Второй проект, выдвинутый финансовым уполномоченным Российского правительства в Нью-Йорке В. И. Новицким и экспертом Парижского банка П. Гольцингером, предусматривал учреждение банка «для внешней торговли», «распределяющего валюту», которая будет поступать на его счета в качестве кредитов от «союзников». «Новое учреждение, имеющее выпустить знаки для торговли, будет по своему характеру являться расчетной палатой по торговле, предоставляющей импортерам в обмен на привозимые товары новые знаки, разменные на иностранную валюту…». При том условии, что внутри страны иностранная валюта не имела бы хождения, а выступала бы только в качестве эквивалента для товарообмена, а золотой запас следовало сделать основой для денежного обращения.
Пока Москва и Петроград были советскими, предполагалось открыть банк в Париже или в Лондоне и передать ему не только операции по кредитованию товарного рынка, но и использовать для финансирования поставок вооружения белым армиям. В Правление банка следовало бы ввести представителей от всех белых правительств, признающих власть Верховного правителя адмирала Колчака, и, таким образом, банк становился бы еще и полноправным финансово-политическим органом, представлявшим интересы России в Зарубежье.
Третий проект принадлежал Путилову. Уже в декабрьском (1918 г.) докладе он говорил о готовности заграничных отделений Русско-Азиатского банка передать свои капиталы в распоряжение российского Совещания Послов, считая данную организацию единственной законной преемницей российской общегосударственной власти. Вообще Русско-Азиатский банк оставался и после большевистской национализации банков коммерческим банком, продолжавшим финансовые операции, правда, только благодаря своим заграничным отделениям в Париже, а также в городах Китая и Японии. Функционировало Правление банка, в котором ведущую роль по-прежнему играл Алексей Иванович. Во многом благодаря финансовой поддержке банка получали жалованье служащие и рабочие российского управления Китайско-Восточной железной дороги.
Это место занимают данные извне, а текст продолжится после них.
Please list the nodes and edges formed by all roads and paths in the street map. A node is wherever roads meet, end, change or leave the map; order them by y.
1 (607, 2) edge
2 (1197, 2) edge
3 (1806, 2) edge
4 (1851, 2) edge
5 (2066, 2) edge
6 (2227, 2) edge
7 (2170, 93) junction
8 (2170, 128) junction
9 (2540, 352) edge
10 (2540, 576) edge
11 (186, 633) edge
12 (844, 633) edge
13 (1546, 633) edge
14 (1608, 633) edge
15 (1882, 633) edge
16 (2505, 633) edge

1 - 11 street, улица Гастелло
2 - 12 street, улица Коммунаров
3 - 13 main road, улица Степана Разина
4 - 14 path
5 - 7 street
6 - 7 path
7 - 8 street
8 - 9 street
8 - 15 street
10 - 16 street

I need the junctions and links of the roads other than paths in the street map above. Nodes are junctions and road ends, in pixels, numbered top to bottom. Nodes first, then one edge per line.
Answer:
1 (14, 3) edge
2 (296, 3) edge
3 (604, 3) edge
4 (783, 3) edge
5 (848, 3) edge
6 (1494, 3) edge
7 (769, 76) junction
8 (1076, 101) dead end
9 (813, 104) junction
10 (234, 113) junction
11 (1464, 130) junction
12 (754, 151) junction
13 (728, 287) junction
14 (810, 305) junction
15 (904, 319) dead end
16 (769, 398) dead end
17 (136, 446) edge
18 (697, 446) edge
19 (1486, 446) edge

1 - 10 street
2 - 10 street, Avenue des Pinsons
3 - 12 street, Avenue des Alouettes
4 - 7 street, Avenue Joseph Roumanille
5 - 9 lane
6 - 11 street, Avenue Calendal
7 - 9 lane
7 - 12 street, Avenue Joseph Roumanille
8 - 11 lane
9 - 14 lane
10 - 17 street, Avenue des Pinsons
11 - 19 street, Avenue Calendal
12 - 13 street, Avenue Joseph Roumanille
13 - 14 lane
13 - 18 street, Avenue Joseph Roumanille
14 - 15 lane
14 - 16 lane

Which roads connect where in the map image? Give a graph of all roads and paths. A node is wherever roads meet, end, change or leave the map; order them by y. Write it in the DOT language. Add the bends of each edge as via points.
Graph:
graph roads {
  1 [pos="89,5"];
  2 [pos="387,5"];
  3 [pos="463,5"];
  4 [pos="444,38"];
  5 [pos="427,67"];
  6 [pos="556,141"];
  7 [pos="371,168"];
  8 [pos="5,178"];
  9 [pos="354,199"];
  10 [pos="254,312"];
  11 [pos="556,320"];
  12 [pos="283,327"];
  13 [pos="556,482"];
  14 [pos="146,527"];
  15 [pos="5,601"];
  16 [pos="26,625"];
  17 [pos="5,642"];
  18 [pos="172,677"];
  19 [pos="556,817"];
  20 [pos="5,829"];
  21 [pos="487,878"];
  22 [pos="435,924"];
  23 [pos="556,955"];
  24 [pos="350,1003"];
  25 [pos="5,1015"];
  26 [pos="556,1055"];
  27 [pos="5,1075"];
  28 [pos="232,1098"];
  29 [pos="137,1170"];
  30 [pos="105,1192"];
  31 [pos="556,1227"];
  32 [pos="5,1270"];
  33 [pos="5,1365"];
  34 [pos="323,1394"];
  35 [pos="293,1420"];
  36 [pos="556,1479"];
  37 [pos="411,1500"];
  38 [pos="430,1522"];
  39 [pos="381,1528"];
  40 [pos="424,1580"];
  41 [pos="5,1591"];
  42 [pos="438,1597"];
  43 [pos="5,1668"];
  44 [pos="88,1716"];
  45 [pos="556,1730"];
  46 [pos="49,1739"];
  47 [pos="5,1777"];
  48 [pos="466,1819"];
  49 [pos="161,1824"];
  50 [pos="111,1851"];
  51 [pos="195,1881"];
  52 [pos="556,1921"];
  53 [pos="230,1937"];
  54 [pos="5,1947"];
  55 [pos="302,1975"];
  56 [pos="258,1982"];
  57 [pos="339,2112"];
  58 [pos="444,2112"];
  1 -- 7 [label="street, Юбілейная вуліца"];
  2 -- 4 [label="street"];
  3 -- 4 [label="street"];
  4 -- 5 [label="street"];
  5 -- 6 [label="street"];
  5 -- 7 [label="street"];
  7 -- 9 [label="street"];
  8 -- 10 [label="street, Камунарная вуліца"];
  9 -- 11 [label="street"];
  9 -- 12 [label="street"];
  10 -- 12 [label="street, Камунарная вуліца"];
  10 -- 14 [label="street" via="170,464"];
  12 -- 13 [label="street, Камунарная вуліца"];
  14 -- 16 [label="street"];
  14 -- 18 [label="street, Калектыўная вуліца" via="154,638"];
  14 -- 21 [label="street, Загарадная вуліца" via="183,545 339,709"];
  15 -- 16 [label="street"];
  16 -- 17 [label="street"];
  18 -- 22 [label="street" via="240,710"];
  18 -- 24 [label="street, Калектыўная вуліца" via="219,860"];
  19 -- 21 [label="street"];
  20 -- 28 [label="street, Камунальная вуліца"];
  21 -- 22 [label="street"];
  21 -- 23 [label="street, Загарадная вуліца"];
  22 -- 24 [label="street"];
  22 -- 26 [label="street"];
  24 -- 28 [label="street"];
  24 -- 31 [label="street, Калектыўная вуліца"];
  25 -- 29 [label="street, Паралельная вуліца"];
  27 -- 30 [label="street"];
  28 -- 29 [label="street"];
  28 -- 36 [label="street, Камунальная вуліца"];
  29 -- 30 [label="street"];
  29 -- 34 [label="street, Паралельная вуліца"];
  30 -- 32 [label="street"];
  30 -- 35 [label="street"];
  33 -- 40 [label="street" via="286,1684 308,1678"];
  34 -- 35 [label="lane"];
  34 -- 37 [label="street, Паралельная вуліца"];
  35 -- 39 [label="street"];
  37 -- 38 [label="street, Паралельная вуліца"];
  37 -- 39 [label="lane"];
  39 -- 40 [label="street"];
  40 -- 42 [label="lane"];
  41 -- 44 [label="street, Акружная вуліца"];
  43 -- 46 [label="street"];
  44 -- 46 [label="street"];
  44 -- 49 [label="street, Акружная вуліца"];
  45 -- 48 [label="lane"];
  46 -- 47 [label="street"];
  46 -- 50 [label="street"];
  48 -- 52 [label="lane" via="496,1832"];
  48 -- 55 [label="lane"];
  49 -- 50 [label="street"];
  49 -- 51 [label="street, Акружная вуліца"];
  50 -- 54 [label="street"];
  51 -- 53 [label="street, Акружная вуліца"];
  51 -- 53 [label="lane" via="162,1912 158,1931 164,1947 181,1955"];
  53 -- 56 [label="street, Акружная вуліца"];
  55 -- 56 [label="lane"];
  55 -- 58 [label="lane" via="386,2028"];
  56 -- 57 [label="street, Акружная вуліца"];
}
Как отмечалось в первой книге монографии, Путилов играл активную роль в составе т. н. «делового кабинета», созданного летом 1918 г. генералом Хорватом. Имеются также и сведения о финансовой поддержке банком будущего Верховного Правителя России адмирала Колчака, возвращавшегося в Россию через Китай летом 1918 г. и занявшего должность начальника штаба российских войск в полосе КВЖД. При поддержке Путилова функционировало и Парижское РПС, получая из «Путиловской кассы» ежемесячно 200 тысяч франков.
Авторитет Путилова как делового человека, финансиста-практика был весьма высок. Он не ограничивался «прожектами» и «благими намерениями». В начале 1919 г. Путилову удалось достичь принципиального согласия Banque de France на создание русско-французского Эмиссионного Банка с уставным капиталом в 1,5 млрд франков для подготовки введения «русского франка» и начала «первого этапа» денежной реформы (за образец Путилов предлагал взять Exchange office, созданный англичанами в Архангельске, а также французский Индо-Китайский банк во Владивостоке). С его помощью предполагалось не только финансировать французские воинские контингенты в России, но и «вытеснить местные русские деньги», ликвидировать т. н. денежную неразбериху.
О проектах Комиссии сообщили в Омск, но, вопреки ожиданиям, из столицы Белой России последовал довольно сдержанный ответ премьера П. В. Вологодского, согласованный с министром финансов И. А. Михайловым. Оба, хотя и признавали необходимость иностранной помощи, выражали беспокойство, что создание подобного банка встретит противодействие отечественных предпринимателей и финансистов, и приведет к зависимости России от иностранных капиталов. Для представителей Российского правительства гораздо важнее было не создание новых банков, а поддержка рубля посредством увеличения «внутренних накоплений», повышения прямых и косвенных налогов. Нужны были своевременное взимание акцизов, казенная монополия на алкоголь, дальнейшее развитие добычи золота и платины в Сибири и на Урале.
Несмотря на скептицизм официальной белой власти большинство членов Комиссии согласилось с возможностью создания подобного банка. Оставалось только добиться его учреждения и признания. Но этого не произошло.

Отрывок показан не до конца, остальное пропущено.